Em torno de um fogão à lenha e embalados por bons vinhos, os convidados (nenhum deles cozinheiro profissional) falaram sobre lembranças de sabores, cheiros e texturas que evocavam suas memórias afetivas.
Produziram então uma sopa rústica de mandioquinha, que foi servida com pecorino ralado na hora e torradas, bacalhau de nata, ragu de carne, arroz do sertão com charque e paio e bolo de carne. De sobremesa, bolo de cenoura com chocolate e mingau de tapioca.As receitas serviram de “ilustração” para o conceito tratado nas 165 páginas da obra: a psicologia da alimentação. Mestre em Psicologia Clínica pela New School for Social Research de Nova York, membro da Associação Internacional de Psicologia Analítica e fundador dos Cadernos Junguianos, Barcellos buscou, segundo ele, preencher um buraco na literatura sobre o tema.
Em vez de tratar dos transtornos de alimentação e das patologias causadas pela ansiedade dos comedores compulsivos, ele foi no caminho oposto. “Se retirarmos os transtornos alimentares, a literatura sobre psicologia e gastronomia é praticamente nula. Procurei preencher esse vazio. O livro é um trabalho sobre a imaginação da comida”, disse o autor.
Segundo Barcellos, o livro é também um “ato de resistência” contra a perda gradual do ritual da alimentação compartilhada na cada vez mais apressada sociedade moderna, que se contenta em comer com uma mão em 20 minutos, enquanto a outra é usada para dar prosseguimento ao trabalho.
O Banquete da Psique advoga a tese de que o declínio da refeição caseira e a aceleração do ato de comer no cotidiano de casa, trabalho e nas ruas, bem como o advento da comida rápida (do tipo lanche de micro-ondas) levou ao declínio do rito da refeição.
É na refeição compartilhada que as crianças aprendem a arte da conversação e adquirem os hábitos que caracterizam a civilização: repartir, ouvir, ceder, administrar as diferenças.
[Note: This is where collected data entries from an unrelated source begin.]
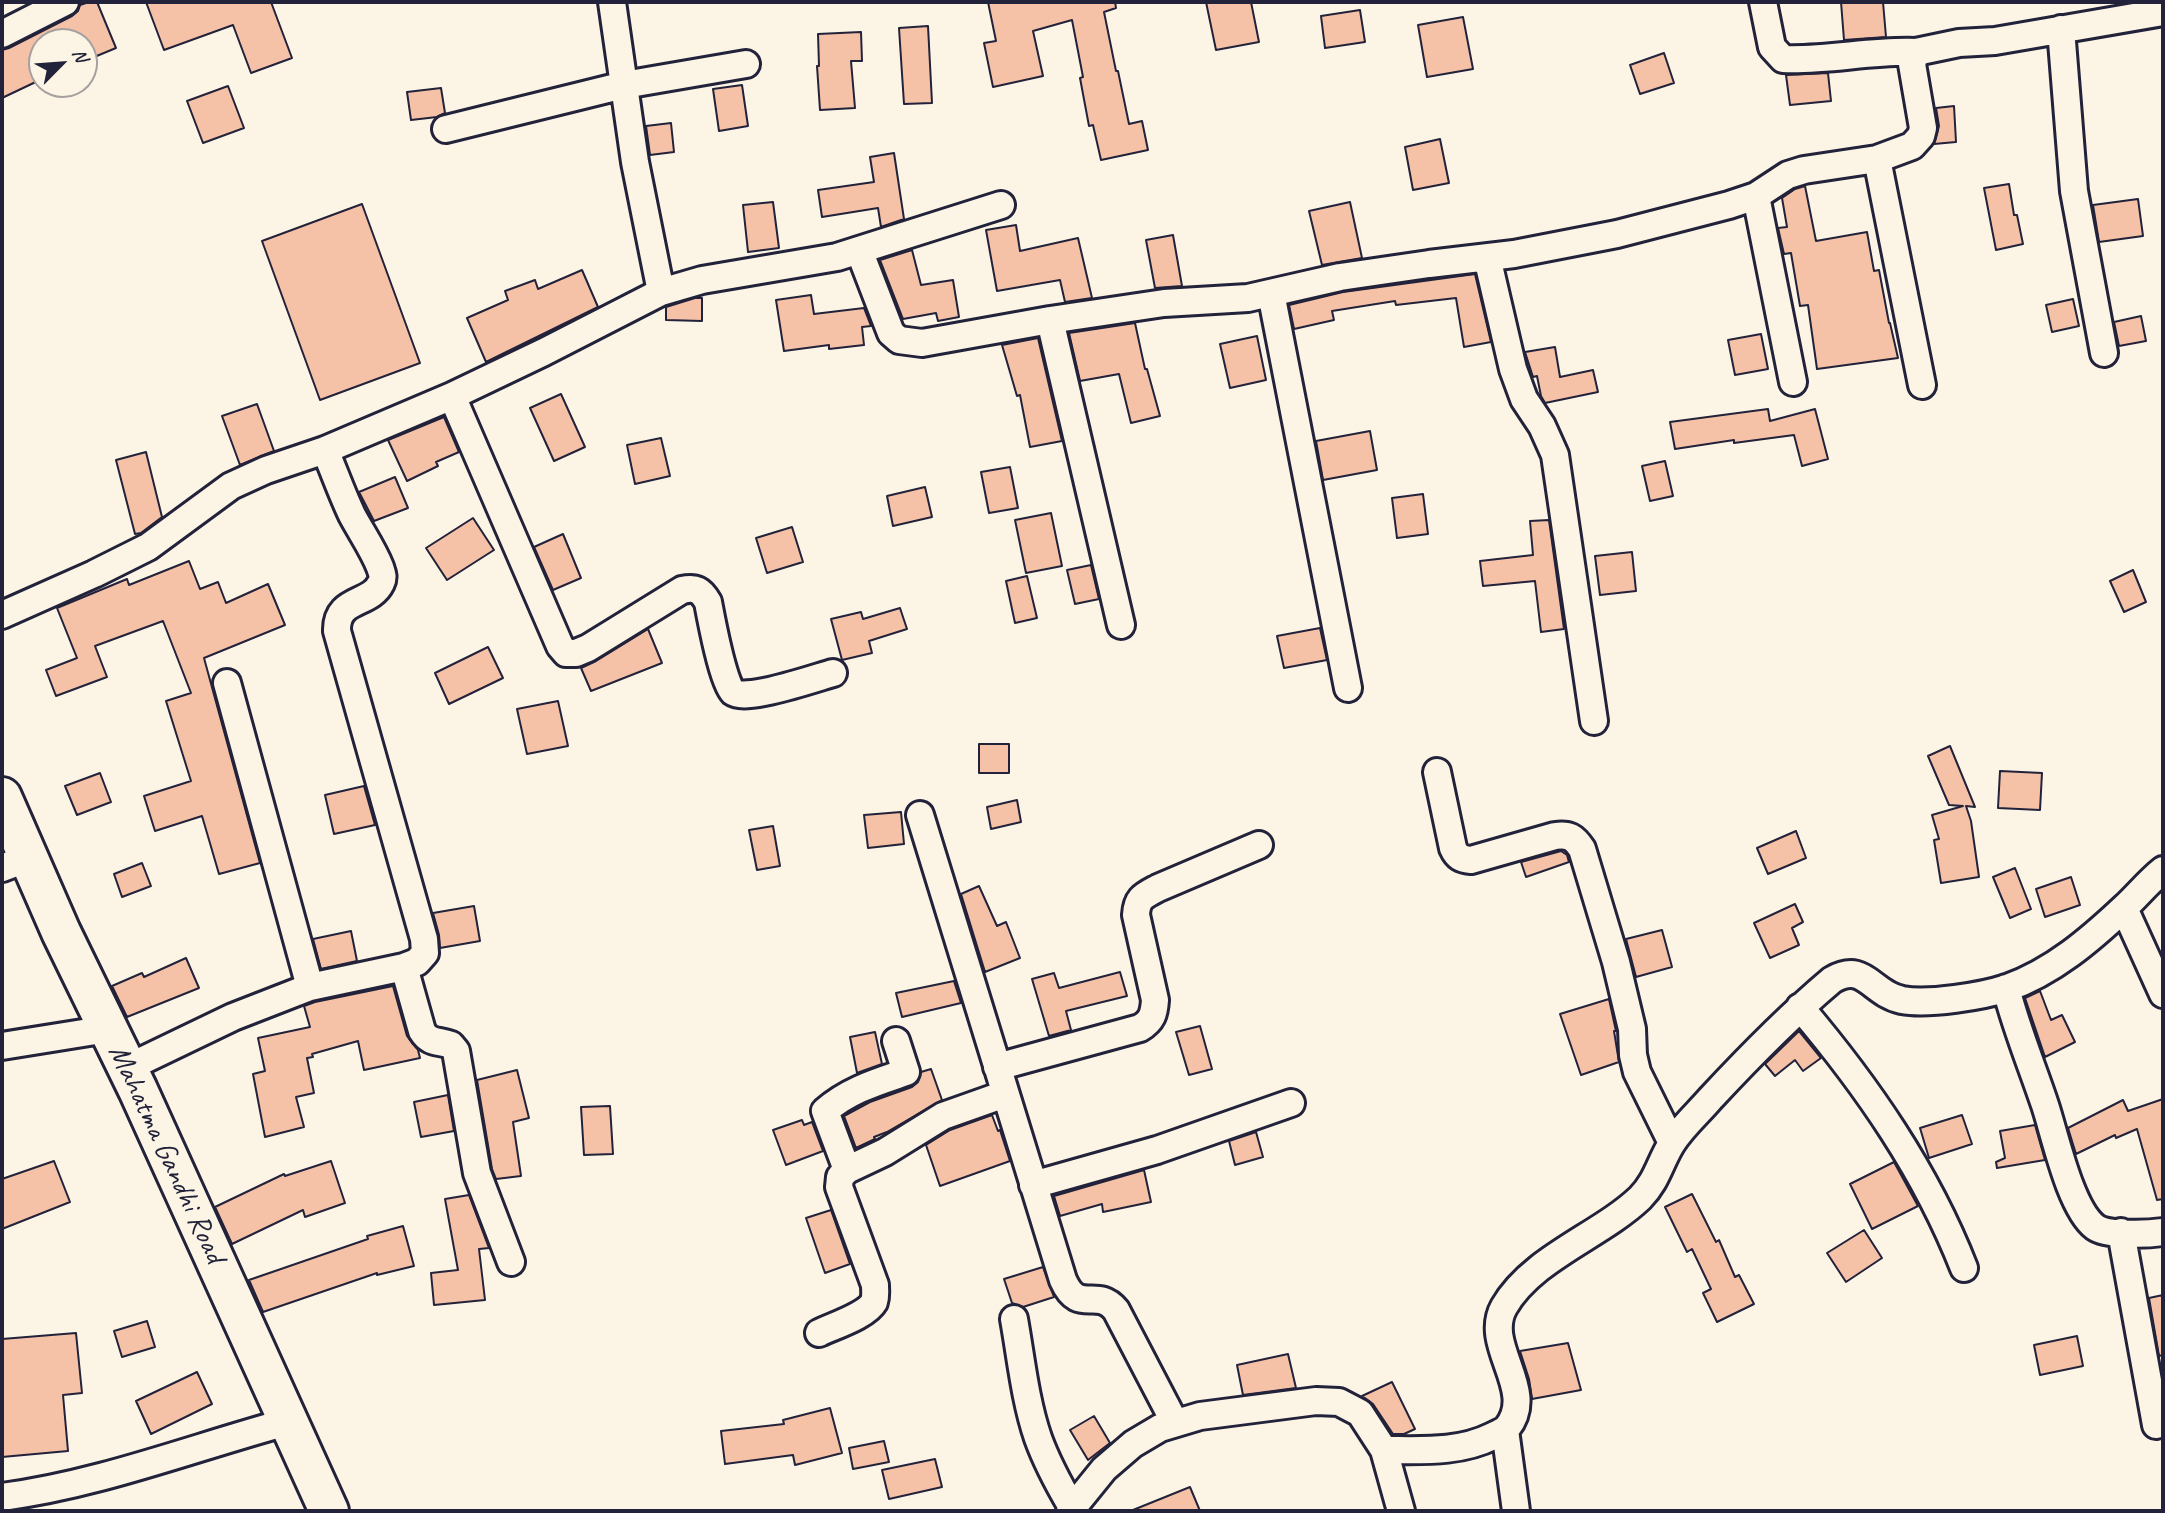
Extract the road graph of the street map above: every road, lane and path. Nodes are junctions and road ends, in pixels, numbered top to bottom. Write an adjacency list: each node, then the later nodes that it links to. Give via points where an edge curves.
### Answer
1 (65, 2): 6 (street)
2 (612, 2): 9 (street)
3 (1763, 2): 7 (street, via 1772,47 1783,59)
4 (2163, 12): 5 (street)
5 (2061, 29): 7 (street); 19 (street, via 2074,191)
6 (2, 34)
7 (1916, 52): 11 (street, via 1912,64 1921,136 1912,146)
8 (746, 64): 9 (street)
9 (624, 85): 10 (street); 16 (street)
10 (446, 130)
11 (1877, 159): 12 (street, via 1804,170); 21 (street)
12 (1756, 196): 15 (street, via 1617,234); 20 (street)
13 (1001, 205): 14 (street)
14 (859, 250): 16 (street); 18 (street, via 891,333 899,340 922,343)
15 (1487, 257): 17 (street, via 1340,277); 29 (street, via 1513,369 1555,455)
16 (661, 292): 22 (street)
17 (1271, 293): 18 (street); 28 (street)
18 (1050, 320): 25 (street)
19 (2104, 353)
20 (1793, 382)
21 (1922, 385)
22 (452, 396): 23 (street); 26 (street, via 566,653 588,648 692,588 701,591 708,602 732,691 744,696 758,694)
23 (325, 450): 24 (street, via 231,486 148,547); 37 (street, via 383,577 380,585 343,610 337,631 424,939 425,953)
24 (2, 615)
25 (1121, 625)
26 (833, 673)
27 (227, 683): 38 (street)
28 (1348, 688)
29 (1594, 721)
30 (1437, 772): 49 (street, via 1452,848 1462,859 1555,836 1567,834 1576,839 1616,962 1637,1072)
31 (2, 797): 34 (main road, Mahatma Gandhi Road)
32 (920, 815): 45 (street)
33 (1259, 845): 45 (street, via 1158,888 1137,904 1155,1000 1149,1022)
34 (15, 863): 42 (main road, Mahatma Gandhi Road, via 61,932)
35 (2163, 870): 36 (street)
36 (2124, 908): 39 (street, via 2042,973); 40 (street)
37 (404, 967): 38 (street); 54 (street, via 422,1031 427,1039 451,1045 456,1051 477,1173)
38 (310, 988): 46 (street, via 233,1017)
39 (2006, 988): 41 (street, via 1963,997 1905,1000 1886,995 1852,973 1841,975); 52 (street, via 2071,1189 2096,1228)
40 (2163, 995)
41 (1800, 1007): 49 (street); 55 (street, via 1898,1138 1947,1226)
42 (108, 1029): 44 (street); 46 (main road, Mahatma Gandhi Road)
43 (897, 1041): 50 (street, via 906,1072 856,1090 825,1111)
44 (2, 1046)
45 (997, 1067): 47 (street)
46 (127, 1068): 58 (main road, Mahatma Gandhi Road)
47 (1005, 1094): 50 (street, via 943,1116); 51 (street)
48 (1291, 1103): 51 (street, via 1183,1142)
49 (1672, 1143): 61 (street, via 1659,1173 1641,1197 1518,1286 1502,1309 1499,1329 1516,1389 1517,1412)
50 (847, 1170): 57 (street, via 839,1187 876,1297 861,1313)
51 (1033, 1185): 59 (street, via 1067,1289 1073,1297 1109,1302 1116,1310)
52 (2121, 1232): 53 (street); 60 (street)
53 (2163, 1232)
54 (511, 1262)
55 (1964, 1268)
56 (1014, 1319): 64 (street, via 1038,1436)
57 (819, 1332)
58 (287, 1422): 63 (street, via 109,1476); 65 (main road, Mahatma Gandhi Road)
59 (1175, 1423): 62 (street, via 1316,1401 1339,1402 1360,1413); 64 (street, via 1133,1444 1104,1469)
60 (2156, 1425)
61 (1505, 1430): 62 (street, via 1477,1444 1451,1449); 67 (street)
62 (1384, 1451): 66 (street)
63 (2, 1497)
64 (1071, 1509)
65 (329, 1511)
66 (1401, 1511)
67 (1516, 1511)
Comer é, enfim, um ato cultural e simbólico.
“Alimentar-se não pode ser um ato solitário. Se for, é apenas nutricional. Comer, do ponto de vista da alma, é também um ato emocional. Se a gente perde o momento da refeição compartilhada, perde-se, do ponto de vista psicológico, o aspecto ritual da alimentação. Com a extinção desse hábito, perde-se também o aprendizado da convivência e do compartilhamento”, disse Barcellos.
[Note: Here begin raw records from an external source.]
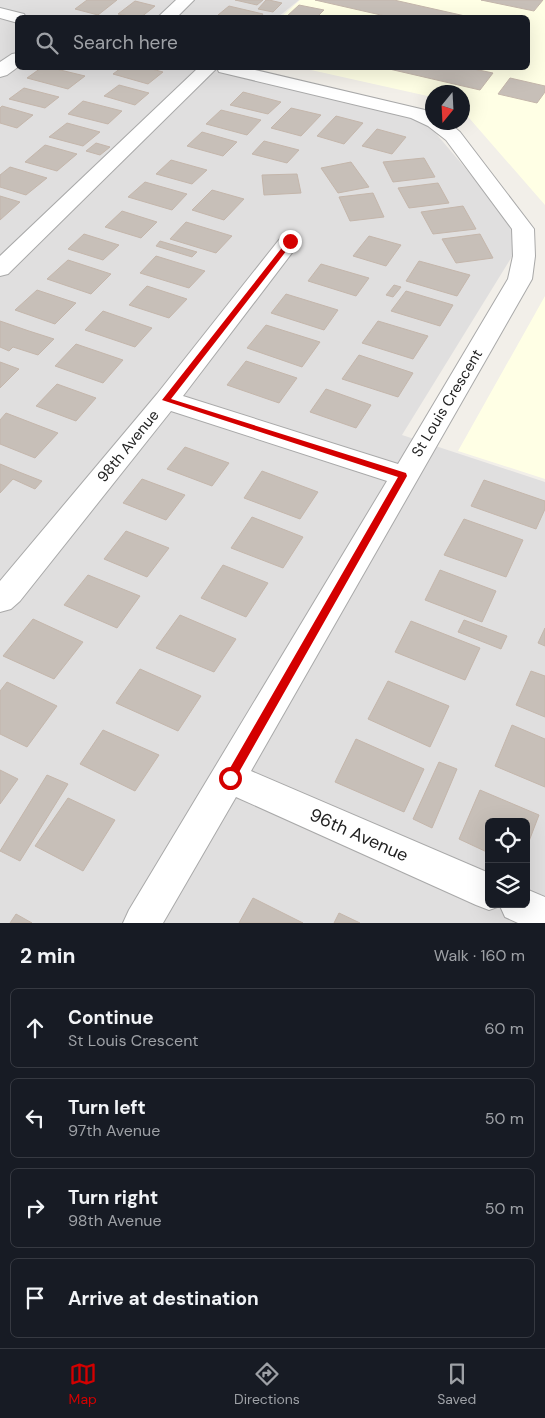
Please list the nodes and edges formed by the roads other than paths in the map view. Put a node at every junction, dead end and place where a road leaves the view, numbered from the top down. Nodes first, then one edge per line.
1 (186, 0) edge
2 (0, 13) edge
3 (168, 15) edge
4 (15, 17) edge
5 (15, 60) edge
6 (206, 70) edge
7 (234, 70) edge
8 (0, 71) edge
9 (425, 118) edge
10 (445, 130) edge
11 (290, 241) dead end
12 (0, 269) edge
13 (166, 400) junction
14 (403, 476) junction
15 (0, 600) edge
16 (230, 778) junction
17 (485, 890) edge
18 (527, 908) edge
19 (545, 916) edge
20 (142, 923) edge

1 - 3 street
2 - 4 street
5 - 8 street
6 - 12 street
7 - 9 street, St Louis Crescent
10 - 14 street, St Louis Crescent
11 - 13 street, 98th Avenue
13 - 14 street
13 - 15 street, 98th Avenue
14 - 16 street, St Louis Crescent
16 - 17 street, 96th Avenue
16 - 20 street, St Louis Crescent
18 - 19 street

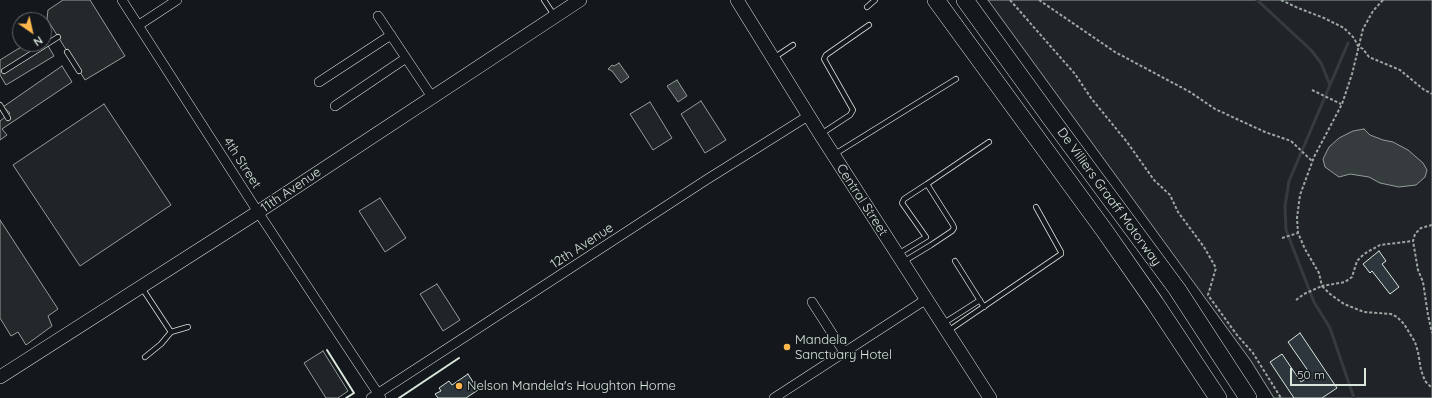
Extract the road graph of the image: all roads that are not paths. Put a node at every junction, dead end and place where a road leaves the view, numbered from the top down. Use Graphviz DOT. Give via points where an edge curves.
graph roads {
  1 [pos="122,0"];
  2 [pos="177,0"];
  3 [pos="544,0"];
  4 [pos="580,0"];
  5 [pos="737,0"];
  6 [pos="875,0"];
  7 [pos="936,0"];
  8 [pos="965,0"];
  9 [pos="867,7"];
  10 [pos="378,16"];
  11 [pos="555,16"];
  12 [pos="139,25"];
  13 [pos="869,25"];
  14 [pos="391,35"];
  15 [pos="58,37"];
  16 [pos="793,46"];
  17 [pos="67,52"];
  18 [pos="406,58"];
  19 [pos="773,58"];
  20 [pos="4,71"];
  21 [pos="79,71"];
  22 [pos="956,79"];
  23 [pos="320,82"];
  24 [pos="432,97"];
  25 [pos="0,105"];
  26 [pos="335,106"];
  27 [pos="808,116"];
  28 [pos="8,118"];
  29 [pos="820,134"];
  30 [pos="989,142"];
  31 [pos="833,155"];
  32 [pos="927,184"];
  33 [pos="1036,207"];
  34 [pos="258,212"];
  35 [pos="926,237"];
  36 [pos="931,245"];
  37 [pos="899,259"];
  38 [pos="955,261"];
  39 [pos="141,286"];
  40 [pos="925,300"];
  41 [pos="980,300"];
  42 [pos="812,302"];
  43 [pos="984,307"];
  44 [pos="188,328"];
  45 [pos="945,329"];
  46 [pos="171,332"];
  47 [pos="844,352"];
  48 [pos="145,357"];
  49 [pos="0,378"];
  50 [pos="377,396"];
  51 [pos="774,398"];
  52 [pos="990,398"];
  53 [pos="1218,398"];
  54 [pos="1248,398"];
  1 -- 12 [label="street, 4th Street"];
  2 -- 12 [label="street"];
  3 -- 11 [label="lane"];
  4 -- 11 [label="main road, 11th Avenue"];
  5 -- 19 [label="main road, Central Street"];
  6 -- 9 [label="lane"];
  7 -- 53 [label="highway" via="1104,230"];
  8 -- 54 [label="highway, De Villiers Graaff Motorway" via="1177,289"];
  10 -- 14 [label="street"];
  11 -- 24 [label="main road, 11th Avenue"];
  12 -- 34 [label="street, 4th Street"];
  13 -- 29 [label="lane" via="824,59 853,110 850,115"];
  14 -- 18 [label="street"];
  14 -- 23 [label="street"];
  15 -- 20 [label="lane"];
  16 -- 19 [label="lane"];
  17 -- 21 [label="lane"];
  18 -- 24 [label="street"];
  18 -- 26 [label="street"];
  19 -- 27 [label="main road, Central Street"];
  22 -- 31 [label="lane"];
  24 -- 34 [label="main road, 11th Avenue"];
  25 -- 28 [label="lane"];
  27 -- 29 [label="main road, Central Street"];
  27 -- 50 [label="street, 12th Avenue"];
  29 -- 31 [label="main road, Central Street"];
  30 -- 32 [label="lane"];
  31 -- 37 [label="main road, Central Street"];
  32 -- 35 [label="lane" via="902,203"];
  32 -- 36 [label="lane" via="954,228"];
  33 -- 43 [label="lane" via="1061,254"];
  34 -- 39 [label="main road, 11th Avenue"];
  34 -- 50 [label="street, 4th Street"];
  35 -- 36 [label="lane"];
  35 -- 37 [label="lane"];
  36 -- 37 [label="lane"];
  37 -- 40 [label="main road, Central Street"];
  38 -- 41 [label="lane"];
  39 -- 46 [label="lane"];
  39 -- 49 [label="main road, 11th Avenue"];
  40 -- 45 [label="main road, Central Street"];
  40 -- 47 [label="street"];
  41 -- 43 [label="lane"];
  41 -- 45 [label="lane"];
  42 -- 47 [label="street"];
  43 -- 45 [label="lane"];
  44 -- 46 [label="lane"];
  45 -- 52 [label="main road, Central Street"];
  46 -- 48 [label="lane"];
  47 -- 51 [label="street"];
}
Entre os exemplos de comidas “memorialistas” e que “aconchegam” e nutrem além do nível físico, o livro aborda como comidas da alma (soul food) os purês, pirões, polentas, mingaus e compotas que estão ligadas às raízes e tradições familiares e regionais.
São comidas carregadas de lembranças felizes, como um breve recesso ao lar da infância. Essa comida caseira acrescida de toques de sofisticação ganhou de alguns chefs, em um impulso revisionista, o nome de “comfort food”.
Um capítulo à parte do livro trata do “erotismo” dos alimentos doces. “A alimentação doce tem uma carga simbólica e de fantasia mais explícita e mais forte. Provoca mais fantasias, desejos, repulsa, impulsos. Tem uma carga emocional mais forte”, disse Barcellos.
Em seu livro, ele trata o doce como um alimento passional, e a sobremesa como o momento mais delicado e luxuriante. “A nutrição doce é lúdica, explora e excita a criança arquetípica.”
A lição que fica ao final do livro é que existem mais coisa entre o garfo e a boca do que pode imaginar a nossa vã filosofia.